Rangpur (pron: ˈræŋpʊə or ˈræŋgpʊə), 4th capital of the Ahom kingdom, was established by  Swargadeo Rudra Singha in 'Meteka' in 1707 after shifting the capital from Garhgaon  . It is currently a part of Sibsagar town. The place holds many monuments build by the Ahom dynasty, the most notable of which are the Talatal Ghar and the Rang Ghar.

The architectural plan of Rangpur spread over almost a thousand bighas of land. Ghanasyam, an architect from Koch Bihar, was deputed by Rudra Singha.

Rangpur means the' city of delight' and in Ahom language it is called Che-mun

Capital

Capital city
The city of Rangpur was laid in 1698 A.D. by Rudra Singha in Meteka area.
It had three gates  Borduar (i.e. main entrance), Na-duar and Paniduar besides an underground tunnel connected with the Dikhow river on the north. Rudra Singha's successors did much for the enhancement 
of splendour and expansion of the city of Rangpur. Ruchinath Kandali, a court poet of Rudra Singha, in his Markendaya Chandi states: "that king Rudra singha who founded the city of Rangpur brought many learned Brahmans from various places to his capital and established them there by giving jobs and land."

Dikhow River on the north of the town. On south a fort (Garh) near Namdang river, Baangarh on the east and Dikhow-Namdang on the west. Rudra Singha at first established the capital of his Kingdom  at Tengabari of Meteka area, and excavated the famous Joysagar Tank and there he constructed the Talatal Ghar, Rangnath Dol, Fakuwa dol and the Temples on the bank of Joysagar tanks. Siva Singha built five royal buildings. 

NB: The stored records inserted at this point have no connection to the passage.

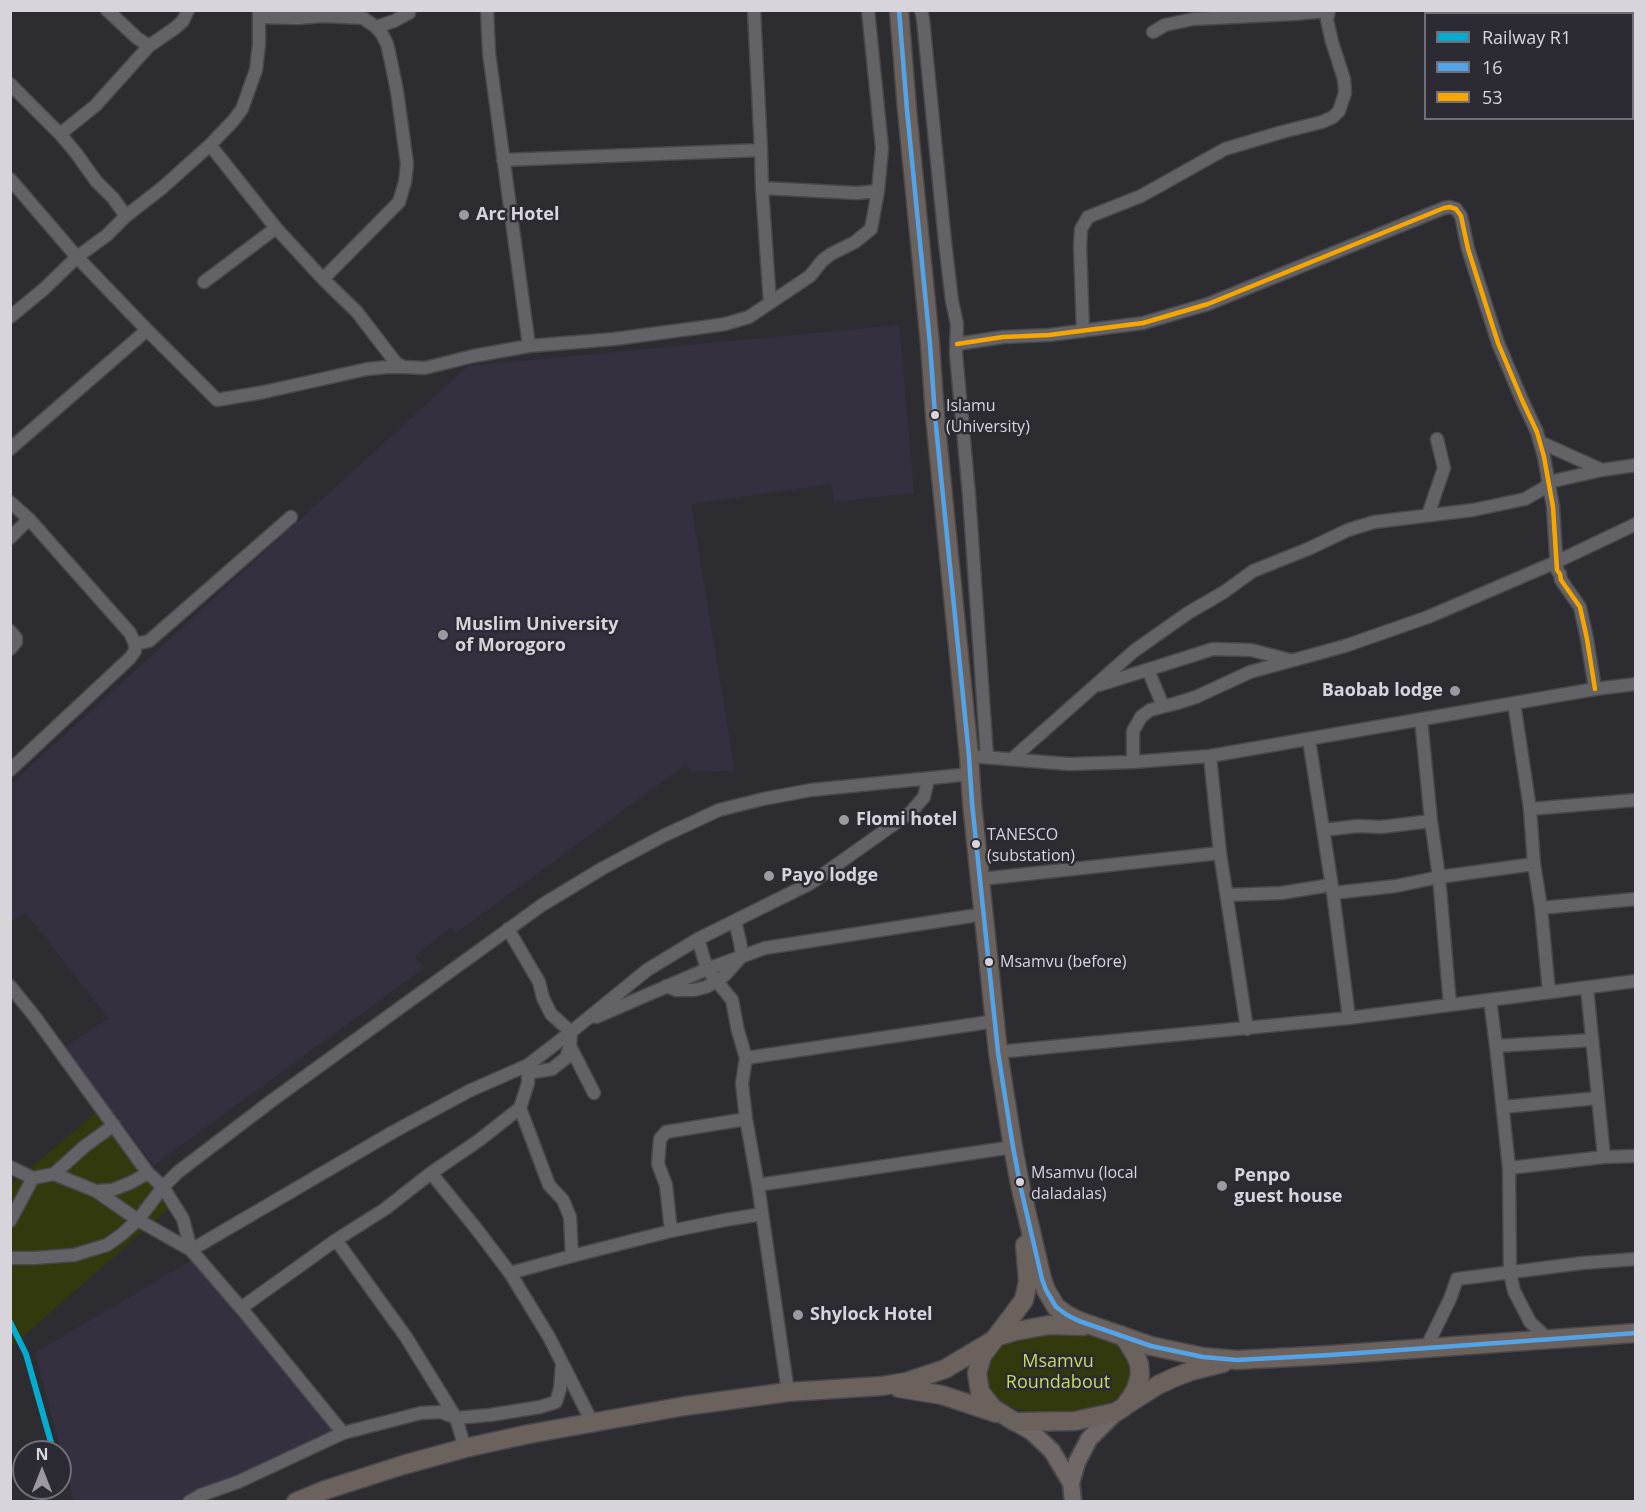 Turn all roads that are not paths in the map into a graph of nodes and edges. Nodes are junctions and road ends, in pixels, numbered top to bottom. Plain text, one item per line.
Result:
1 (108, 10) edge
2 (188, 10) edge
3 (486, 10) edge
4 (754, 10) edge
5 (868, 10) edge
6 (899, 10) edge
7 (921, 10) edge
8 (1329, 11) edge
9 (409, 12) dead end
10 (259, 14) edge
11 (376, 27) junction
12 (1154, 32) dead end
13 (149, 46) junction
14 (10, 84) edge
15 (60, 134) junction
16 (210, 145) junction
17 (761, 150) junction
18 (503, 160) junction
19 (11, 182) edge
20 (762, 188) junction
21 (878, 191) junction
22 (126, 216) junction
23 (276, 228) junction
24 (77, 257) junction
25 (323, 279) junction
26 (204, 282) dead end
27 (770, 303) junction
28 (10, 317) edge
29 (147, 330) junction
30 (1083, 331) junction
31 (957, 344) junction
32 (529, 346) junction
33 (404, 368) junction
34 (1437, 439) dead end
35 (1540, 442) junction
36 (10, 449) edge
37 (1635, 465) edge
38 (1602, 470) junction
39 (1548, 482) junction
40 (10, 502) edge
41 (1428, 515) junction
42 (291, 517) dead end
43 (29, 519) junction
44 (1635, 524) edge
45 (10, 538) edge
46 (1556, 562) junction
47 (10, 631) edge
48 (135, 644) junction
49 (10, 649) edge
50 (1292, 661) junction
51 (1148, 670) junction
52 (1635, 684) edge
53 (1092, 687) junction
54 (1595, 689) junction
55 (1514, 703) junction
56 (1163, 706) junction
57 (1421, 719) junction
58 (1309, 740) junction
59 (978, 756) junction
60 (1210, 756) junction
61 (1011, 759) junction
62 (1133, 762) junction
63 (10, 770) edge
64 (971, 774) junction
65 (928, 780) junction
66 (1635, 800) edge
67 (1530, 809) junction
68 (1431, 821) junction
69 (1323, 830) junction
70 (1220, 853) junction
71 (1534, 864) junction
72 (1439, 877) junction
73 (981, 879) junction
74 (1332, 889) junction
75 (1227, 895) junction
76 (1635, 899) edge
77 (1541, 908) junction
78 (984, 914) junction
79 (735, 921) junction
80 (508, 929) junction
81 (698, 939) junction
82 (742, 956) junction
83 (707, 969) junction
84 (717, 981) junction
85 (1635, 981) edge
86 (10, 986) edge
87 (666, 986) junction
88 (1587, 988) junction
89 (1549, 992) junction
90 (1490, 1000) junction
91 (1450, 1005) junction
92 (1349, 1018) junction
93 (996, 1021) junction
94 (583, 1023) junction
95 (1246, 1029) junction
96 (571, 1032) junction
97 (1592, 1040) junction
98 (570, 1046) junction
99 (1496, 1046) junction
100 (998, 1052) junction
101 (746, 1058) junction
102 (528, 1069) junction
103 (594, 1093) dead end
104 (1598, 1098) junction
105 (1503, 1107) junction
106 (520, 1108) junction
107 (746, 1119) junction
108 (114, 1125) junction
109 (1013, 1147) junction
110 (1635, 1156) edge
111 (1604, 1157) junction
112 (10, 1167) edge
113 (1509, 1168) junction
114 (54, 1173) junction
115 (148, 1173) junction
116 (431, 1173) junction
117 (33, 1178) junction
118 (758, 1185) junction
119 (163, 1187) junction
120 (1021, 1189) junction
121 (96, 1191) junction
122 (762, 1214) junction
123 (138, 1220) junction
124 (10, 1221) edge
125 (671, 1231) junction
126 (336, 1239) junction
127 (191, 1250) junction
128 (572, 1256) junction
129 (10, 1258) edge
130 (1635, 1258) edge
131 (1510, 1273) junction
132 (510, 1274) junction
133 (241, 1308) junction
134 (1102, 1329) junction
135 (1635, 1333) edge
136 (1120, 1335) junction
137 (994, 1339) junction
138 (1549, 1340) junction
139 (1426, 1348) junction
140 (1237, 1360) junction
141 (562, 1365) junction
142 (882, 1386) junction
143 (788, 1392) junction
144 (1120, 1409) junction
145 (456, 1418) junction
146 (1010, 1419) junction
147 (592, 1422) junction
148 (343, 1433) junction
149 (465, 1448) junction
150 (1071, 1483) junction
151 (189, 1502) edge
152 (296, 1502) edge
153 (1073, 1502) edge

1 - 13 street
2 - 13 street
3 - 18 street
4 - 17 street
5 - 21 street
6 - 59 highway
7 - 31 street
8 - 12 street
8 - 30 street
9 - 11 street
10 - 11 street
10 - 16 street
11 - 25 street
13 - 15 street
14 - 15 street
15 - 22 street
16 - 22 street
16 - 23 street
17 - 18 street
17 - 20 street
18 - 32 street
19 - 24 street
20 - 21 street
20 - 27 street
21 - 27 street
22 - 24 street
23 - 25 street
23 - 26 street
24 - 28 street
24 - 29 street
25 - 33 street
27 - 32 street
29 - 33 street
29 - 36 street
30 - 31 street
30 - 35 street
31 - 59 street
32 - 33 street
34 - 41 street
35 - 38 street
35 - 39 street
37 - 38 street
38 - 39 street
39 - 41 street
39 - 46 street
40 - 43 street
41 - 53 street
42 - 48 street
43 - 45 street
43 - 48 street
44 - 46 street
46 - 50 street
46 - 54 street
47 - 49 street
48 - 63 street
50 - 51 street
50 - 56 street
51 - 53 street
51 - 56 street
52 - 54 street
53 - 61 street
54 - 55 street
55 - 57 street
55 - 67 street
56 - 62 street
57 - 58 street
57 - 68 street
58 - 60 street
58 - 69 street
59 - 61 street
59 - 64 highway
60 - 62 street
60 - 70 street
61 - 62 street
64 - 65 street
64 - 73 highway
65 - 79 street
65 - 80 street
66 - 67 street
67 - 71 street
68 - 69 street
68 - 72 street
69 - 74 street
70 - 73 street
70 - 75 street
71 - 72 street
71 - 77 street
72 - 74 street
72 - 91 street
73 - 78 highway
74 - 75 street
74 - 92 street
75 - 95 street
76 - 77 street
77 - 89 street
78 - 82 street
78 - 93 highway
79 - 81 street
79 - 82 street
80 - 96 street
80 - 119 street
81 - 83 street
81 - 94 street
82 - 83 street
82 - 84 street
83 - 84 street
83 - 87 street
84 - 87 street
84 - 101 street
85 - 88 street
86 - 108 street
87 - 94 street
88 - 89 street
88 - 97 street
89 - 90 street
90 - 91 street
90 - 99 street
91 - 92 street
92 - 95 street
93 - 100 highway
93 - 101 street
94 - 96 street
95 - 100 street
96 - 98 street
96 - 102 street
97 - 99 street
97 - 104 street
98 - 102 street
98 - 103 street
99 - 105 street
100 - 109 highway
101 - 107 street
102 - 106 street
102 - 127 street
104 - 105 street
104 - 111 street
105 - 113 street
106 - 116 street
106 - 128 street
107 - 118 street
107 - 125 street
108 - 114 street
108 - 115 street
109 - 118 street
109 - 120 highway
110 - 111 street
111 - 113 street
112 - 117 street
113 - 131 street
114 - 117 street
114 - 121 street
115 - 119 street
115 - 121 street
116 - 126 street
116 - 132 street
117 - 124 street
118 - 122 street
119 - 123 street
119 - 127 street
120 - 134 highway
120 - 137 highway
121 - 123 street
122 - 125 street
122 - 143 street
123 - 127 street
123 - 129 street
125 - 128 street
126 - 133 street
126 - 145 street
127 - 133 street
128 - 132 street
130 - 131 street
131 - 138 street
131 - 139 street
132 - 141 street
133 - 148 street
134 - 136 highway
134 - 137 highway
135 - 138 highway
136 - 140 highway
136 - 144 highway
137 - 142 highway
137 - 146 highway
138 - 139 highway
139 - 140 highway
140 - 144 highway
141 - 145 street
141 - 147 street
142 - 143 highway
142 - 146 highway
143 - 147 highway
144 - 146 highway
144 - 150 main road
145 - 148 street
145 - 149 street
146 - 150 main road
147 - 149 highway
148 - 151 street
149 - 152 highway
150 - 153 main road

Pramatta Singha later built the Rang Ghar with bricks on the west of Talatal Ghar. Rajeswar Singha later also enlarged and re-constructed the Talatal Ghar with bricks. Lakshmi Singha made a flower garden in which he built the temple of Ekaneswar (siva) with a tank. It remained as dual capital of the Ahoms along with Garhgaon until the internal disturbances occurred in 1787 A.D.

In the reign of Sulikphaa (Ratnadhwaj Singha), he had temporarily established the capital at Meteka, and named it Rajnagar.

Roads and Communications
The main road of the capital was Borali, starting from Dergaon to Joysagar. Some other significant roads of around Rangpur were Meteka ali, Duboroni ali, Borpatra ali etc.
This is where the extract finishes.